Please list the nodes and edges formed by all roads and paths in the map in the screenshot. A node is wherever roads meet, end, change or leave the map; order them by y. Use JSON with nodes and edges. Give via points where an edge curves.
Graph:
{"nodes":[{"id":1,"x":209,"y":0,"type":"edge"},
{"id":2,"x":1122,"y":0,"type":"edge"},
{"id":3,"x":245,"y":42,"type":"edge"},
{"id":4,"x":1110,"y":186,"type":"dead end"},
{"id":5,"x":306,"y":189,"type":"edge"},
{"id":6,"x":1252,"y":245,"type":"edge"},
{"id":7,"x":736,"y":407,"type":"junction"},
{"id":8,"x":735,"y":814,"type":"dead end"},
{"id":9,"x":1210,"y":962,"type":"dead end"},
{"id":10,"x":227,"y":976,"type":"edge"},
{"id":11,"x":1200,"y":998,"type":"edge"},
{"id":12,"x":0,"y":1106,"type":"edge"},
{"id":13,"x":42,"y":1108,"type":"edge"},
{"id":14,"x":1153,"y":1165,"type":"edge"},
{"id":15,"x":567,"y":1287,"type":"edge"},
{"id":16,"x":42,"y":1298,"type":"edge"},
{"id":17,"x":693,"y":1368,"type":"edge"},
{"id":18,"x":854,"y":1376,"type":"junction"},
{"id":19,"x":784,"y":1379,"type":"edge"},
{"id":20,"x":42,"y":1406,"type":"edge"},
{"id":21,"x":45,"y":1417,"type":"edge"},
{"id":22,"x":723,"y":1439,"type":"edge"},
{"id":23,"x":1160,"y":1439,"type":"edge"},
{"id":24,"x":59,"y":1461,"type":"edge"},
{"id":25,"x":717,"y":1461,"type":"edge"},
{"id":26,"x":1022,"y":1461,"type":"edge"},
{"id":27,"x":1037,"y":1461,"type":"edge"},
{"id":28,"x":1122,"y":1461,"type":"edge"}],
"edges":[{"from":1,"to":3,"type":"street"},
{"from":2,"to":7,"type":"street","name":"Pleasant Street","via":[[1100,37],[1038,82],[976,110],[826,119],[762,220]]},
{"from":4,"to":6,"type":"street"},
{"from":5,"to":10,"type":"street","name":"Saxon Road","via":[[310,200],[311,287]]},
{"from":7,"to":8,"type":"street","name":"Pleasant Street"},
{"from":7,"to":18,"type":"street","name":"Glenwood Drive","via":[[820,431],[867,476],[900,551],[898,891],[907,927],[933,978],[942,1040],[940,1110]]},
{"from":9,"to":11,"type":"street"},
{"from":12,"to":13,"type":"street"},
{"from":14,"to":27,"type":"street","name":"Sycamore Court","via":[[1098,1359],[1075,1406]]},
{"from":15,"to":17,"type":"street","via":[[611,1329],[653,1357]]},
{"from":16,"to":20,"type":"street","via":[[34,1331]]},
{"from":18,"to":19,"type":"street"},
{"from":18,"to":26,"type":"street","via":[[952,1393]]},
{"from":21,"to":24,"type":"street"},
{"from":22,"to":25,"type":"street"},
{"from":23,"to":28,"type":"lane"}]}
☆ ☆ ☆ ☆ ☆ ☆ ☆
PROBLEM TO WORK ON:
Could you copy each line of the material that holds "name"?

SOLUTION TO THIS TASK:
{"from":2,"to":7,"type":"street","name":"Pleasant Street","via":[[1100,37],[1038,82],[976,110],[826,119],[762,220]]},
{"from":5,"to":10,"type":"street","name":"Saxon Road","via":[[310,200],[311,287]]},
{"from":7,"to":8,"type":"street","name":"Pleasant Street"},
{"from":7,"to":18,"type":"street","name":"Glenwood Drive","via":[[820,431],[867,476],[900,551],[898,891],[907,927],[933,978],[942,1040],[940,1110]]},
{"from":14,"to":27,"type":"street","name":"Sycamore Court","via":[[1098,1359],[1075,1406]]},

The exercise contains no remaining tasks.